----- Given records

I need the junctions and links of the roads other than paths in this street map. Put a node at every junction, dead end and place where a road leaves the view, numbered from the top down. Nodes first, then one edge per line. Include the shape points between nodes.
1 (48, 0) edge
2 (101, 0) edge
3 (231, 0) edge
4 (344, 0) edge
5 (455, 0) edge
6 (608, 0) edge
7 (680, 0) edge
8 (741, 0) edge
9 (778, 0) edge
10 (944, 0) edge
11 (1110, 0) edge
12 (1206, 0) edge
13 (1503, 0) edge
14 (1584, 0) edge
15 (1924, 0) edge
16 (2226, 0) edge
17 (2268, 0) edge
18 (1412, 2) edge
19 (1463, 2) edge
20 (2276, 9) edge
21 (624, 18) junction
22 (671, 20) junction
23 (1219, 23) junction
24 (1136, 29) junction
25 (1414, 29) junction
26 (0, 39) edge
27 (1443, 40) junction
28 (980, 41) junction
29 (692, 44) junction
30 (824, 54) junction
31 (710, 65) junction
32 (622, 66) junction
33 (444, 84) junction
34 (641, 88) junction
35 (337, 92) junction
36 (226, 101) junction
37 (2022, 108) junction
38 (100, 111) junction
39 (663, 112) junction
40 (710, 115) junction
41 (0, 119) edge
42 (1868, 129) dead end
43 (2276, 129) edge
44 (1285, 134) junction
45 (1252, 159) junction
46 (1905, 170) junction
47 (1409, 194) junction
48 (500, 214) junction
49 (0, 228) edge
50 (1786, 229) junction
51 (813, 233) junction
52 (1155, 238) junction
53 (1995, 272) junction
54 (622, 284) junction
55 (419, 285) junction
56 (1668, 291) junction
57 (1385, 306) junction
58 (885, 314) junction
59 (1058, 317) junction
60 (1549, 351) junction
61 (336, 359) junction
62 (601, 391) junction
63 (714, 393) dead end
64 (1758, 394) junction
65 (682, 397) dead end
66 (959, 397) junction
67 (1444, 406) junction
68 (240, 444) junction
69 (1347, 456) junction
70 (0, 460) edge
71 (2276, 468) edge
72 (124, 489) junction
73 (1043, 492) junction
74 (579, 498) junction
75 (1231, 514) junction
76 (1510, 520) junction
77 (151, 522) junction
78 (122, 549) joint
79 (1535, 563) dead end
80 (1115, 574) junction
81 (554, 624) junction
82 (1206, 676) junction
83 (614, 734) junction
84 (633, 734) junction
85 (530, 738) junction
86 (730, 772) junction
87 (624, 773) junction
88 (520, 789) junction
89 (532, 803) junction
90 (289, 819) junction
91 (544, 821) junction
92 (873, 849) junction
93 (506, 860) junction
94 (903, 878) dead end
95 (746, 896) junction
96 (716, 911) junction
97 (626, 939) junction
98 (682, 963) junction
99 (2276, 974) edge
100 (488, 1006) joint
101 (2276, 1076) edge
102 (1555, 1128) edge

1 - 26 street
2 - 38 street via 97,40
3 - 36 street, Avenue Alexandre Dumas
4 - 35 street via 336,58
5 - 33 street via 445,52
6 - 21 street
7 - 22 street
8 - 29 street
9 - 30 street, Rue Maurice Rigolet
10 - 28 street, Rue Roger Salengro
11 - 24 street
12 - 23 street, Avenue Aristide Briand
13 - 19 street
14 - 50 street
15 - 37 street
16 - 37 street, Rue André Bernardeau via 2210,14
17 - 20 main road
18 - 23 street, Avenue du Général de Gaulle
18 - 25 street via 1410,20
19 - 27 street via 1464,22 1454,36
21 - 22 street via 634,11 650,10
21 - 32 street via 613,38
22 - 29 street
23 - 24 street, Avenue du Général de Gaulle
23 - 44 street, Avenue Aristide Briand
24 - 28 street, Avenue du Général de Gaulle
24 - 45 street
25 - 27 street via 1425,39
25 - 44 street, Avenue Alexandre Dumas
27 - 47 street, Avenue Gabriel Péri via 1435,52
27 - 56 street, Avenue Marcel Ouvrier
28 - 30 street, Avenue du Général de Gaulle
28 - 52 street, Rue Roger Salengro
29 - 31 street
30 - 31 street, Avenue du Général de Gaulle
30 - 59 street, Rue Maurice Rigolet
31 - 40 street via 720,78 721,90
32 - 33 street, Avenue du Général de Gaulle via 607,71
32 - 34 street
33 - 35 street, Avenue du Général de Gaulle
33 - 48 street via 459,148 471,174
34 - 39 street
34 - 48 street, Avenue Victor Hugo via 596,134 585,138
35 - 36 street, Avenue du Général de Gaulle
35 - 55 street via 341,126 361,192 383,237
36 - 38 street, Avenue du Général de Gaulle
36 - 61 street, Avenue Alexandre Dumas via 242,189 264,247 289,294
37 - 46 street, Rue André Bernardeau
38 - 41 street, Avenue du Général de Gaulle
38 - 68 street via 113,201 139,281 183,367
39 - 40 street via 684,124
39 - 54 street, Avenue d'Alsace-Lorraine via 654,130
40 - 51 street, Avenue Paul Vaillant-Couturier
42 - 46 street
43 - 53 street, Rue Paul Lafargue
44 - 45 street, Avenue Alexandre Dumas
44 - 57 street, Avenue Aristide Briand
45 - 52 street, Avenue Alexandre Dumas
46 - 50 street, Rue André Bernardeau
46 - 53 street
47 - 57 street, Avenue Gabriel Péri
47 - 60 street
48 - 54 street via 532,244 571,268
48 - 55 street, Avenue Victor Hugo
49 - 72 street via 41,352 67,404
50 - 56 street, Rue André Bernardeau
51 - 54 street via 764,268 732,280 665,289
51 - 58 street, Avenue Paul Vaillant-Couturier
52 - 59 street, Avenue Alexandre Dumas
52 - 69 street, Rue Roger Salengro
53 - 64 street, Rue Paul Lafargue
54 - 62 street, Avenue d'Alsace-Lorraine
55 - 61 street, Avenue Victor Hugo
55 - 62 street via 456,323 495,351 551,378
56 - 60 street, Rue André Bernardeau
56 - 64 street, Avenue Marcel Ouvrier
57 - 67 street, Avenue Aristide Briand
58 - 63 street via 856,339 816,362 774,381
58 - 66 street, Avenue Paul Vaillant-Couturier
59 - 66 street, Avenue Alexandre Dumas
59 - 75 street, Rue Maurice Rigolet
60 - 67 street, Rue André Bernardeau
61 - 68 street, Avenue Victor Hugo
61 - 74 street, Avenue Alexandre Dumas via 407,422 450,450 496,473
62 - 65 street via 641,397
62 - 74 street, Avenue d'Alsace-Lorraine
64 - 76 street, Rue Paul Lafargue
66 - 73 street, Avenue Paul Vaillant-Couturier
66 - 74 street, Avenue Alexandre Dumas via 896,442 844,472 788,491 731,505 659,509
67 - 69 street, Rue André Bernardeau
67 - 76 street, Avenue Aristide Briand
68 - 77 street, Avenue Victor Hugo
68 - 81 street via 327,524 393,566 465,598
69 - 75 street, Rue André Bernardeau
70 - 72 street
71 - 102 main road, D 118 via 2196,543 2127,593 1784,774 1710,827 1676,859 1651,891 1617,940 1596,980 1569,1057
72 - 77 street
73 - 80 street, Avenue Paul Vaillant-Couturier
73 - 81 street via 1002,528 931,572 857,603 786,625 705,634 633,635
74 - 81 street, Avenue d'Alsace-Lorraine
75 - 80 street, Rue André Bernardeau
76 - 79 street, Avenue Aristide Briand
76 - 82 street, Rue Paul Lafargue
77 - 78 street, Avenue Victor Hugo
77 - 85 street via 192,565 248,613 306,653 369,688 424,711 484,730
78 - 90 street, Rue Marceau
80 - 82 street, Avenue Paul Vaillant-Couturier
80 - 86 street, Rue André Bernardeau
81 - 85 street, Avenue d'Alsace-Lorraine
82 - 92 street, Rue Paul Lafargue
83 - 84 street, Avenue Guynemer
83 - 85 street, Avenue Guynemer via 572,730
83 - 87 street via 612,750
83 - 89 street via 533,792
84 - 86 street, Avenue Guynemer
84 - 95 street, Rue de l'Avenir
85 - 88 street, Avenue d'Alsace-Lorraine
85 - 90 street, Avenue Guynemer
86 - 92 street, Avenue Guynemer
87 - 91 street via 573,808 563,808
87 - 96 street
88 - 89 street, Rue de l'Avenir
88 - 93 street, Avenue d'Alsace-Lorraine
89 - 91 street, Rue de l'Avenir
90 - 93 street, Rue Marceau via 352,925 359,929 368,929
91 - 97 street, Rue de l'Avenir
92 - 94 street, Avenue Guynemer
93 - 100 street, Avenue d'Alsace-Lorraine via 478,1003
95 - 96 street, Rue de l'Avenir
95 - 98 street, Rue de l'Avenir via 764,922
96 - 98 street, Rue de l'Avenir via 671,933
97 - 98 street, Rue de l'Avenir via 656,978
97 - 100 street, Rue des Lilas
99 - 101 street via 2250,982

----------

* **What the task requires**:
Look through the material above for the word "Lorraine" and copy every line that has it.

* **Task answer**:
39 - 54 street, Avenue d'Alsace-Lorraine via 654,130
54 - 62 street, Avenue d'Alsace-Lorraine
62 - 74 street, Avenue d'Alsace-Lorraine
74 - 81 street, Avenue d'Alsace-Lorraine
81 - 85 street, Avenue d'Alsace-Lorraine
85 - 88 street, Avenue d'Alsace-Lorraine
88 - 93 street, Avenue d'Alsace-Lorraine
93 - 100 street, Avenue d'Alsace-Lorraine via 478,1003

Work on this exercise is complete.